WORK TO BE COMPLETED -> Your task is to copy every line of the entries that holds the word "name".

* * * * * * * * *

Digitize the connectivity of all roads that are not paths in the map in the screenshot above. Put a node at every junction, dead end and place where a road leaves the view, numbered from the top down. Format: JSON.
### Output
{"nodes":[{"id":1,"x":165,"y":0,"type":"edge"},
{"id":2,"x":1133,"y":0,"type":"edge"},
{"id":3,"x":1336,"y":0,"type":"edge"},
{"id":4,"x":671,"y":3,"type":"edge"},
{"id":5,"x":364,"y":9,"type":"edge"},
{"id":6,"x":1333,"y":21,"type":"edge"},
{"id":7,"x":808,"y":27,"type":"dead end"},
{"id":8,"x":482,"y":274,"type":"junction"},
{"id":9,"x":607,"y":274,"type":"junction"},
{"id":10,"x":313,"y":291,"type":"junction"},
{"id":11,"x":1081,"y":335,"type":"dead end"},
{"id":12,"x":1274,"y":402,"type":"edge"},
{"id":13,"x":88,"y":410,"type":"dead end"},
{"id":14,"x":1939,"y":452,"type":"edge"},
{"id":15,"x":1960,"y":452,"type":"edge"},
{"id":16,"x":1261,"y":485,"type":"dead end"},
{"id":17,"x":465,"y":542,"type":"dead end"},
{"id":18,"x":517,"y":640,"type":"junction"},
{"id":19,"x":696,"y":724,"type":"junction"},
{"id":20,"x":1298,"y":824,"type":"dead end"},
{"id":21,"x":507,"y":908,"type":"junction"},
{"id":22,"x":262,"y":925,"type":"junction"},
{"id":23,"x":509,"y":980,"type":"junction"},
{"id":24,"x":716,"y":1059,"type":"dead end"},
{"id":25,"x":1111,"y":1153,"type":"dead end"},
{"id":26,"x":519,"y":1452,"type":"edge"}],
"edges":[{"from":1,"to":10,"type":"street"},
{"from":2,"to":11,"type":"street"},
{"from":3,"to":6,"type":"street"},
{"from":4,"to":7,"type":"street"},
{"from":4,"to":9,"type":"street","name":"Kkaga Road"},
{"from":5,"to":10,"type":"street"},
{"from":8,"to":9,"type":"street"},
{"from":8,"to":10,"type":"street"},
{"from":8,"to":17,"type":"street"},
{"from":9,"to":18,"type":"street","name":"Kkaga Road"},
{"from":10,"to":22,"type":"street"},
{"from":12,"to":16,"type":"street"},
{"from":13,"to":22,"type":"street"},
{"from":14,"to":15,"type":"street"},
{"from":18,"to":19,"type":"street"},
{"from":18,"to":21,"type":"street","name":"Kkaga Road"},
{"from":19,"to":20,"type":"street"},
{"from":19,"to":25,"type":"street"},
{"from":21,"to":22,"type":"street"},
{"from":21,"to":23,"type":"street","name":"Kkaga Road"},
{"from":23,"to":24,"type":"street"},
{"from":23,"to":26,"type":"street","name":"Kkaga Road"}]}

* * * * * * * * *

COMPLETED EXERCISE ->
{"from":4,"to":9,"type":"street","name":"Kkaga Road"},
{"from":9,"to":18,"type":"street","name":"Kkaga Road"},
{"from":18,"to":21,"type":"street","name":"Kkaga Road"},
{"from":21,"to":23,"type":"street","name":"Kkaga Road"},
{"from":23,"to":26,"type":"street","name":"Kkaga Road"}]}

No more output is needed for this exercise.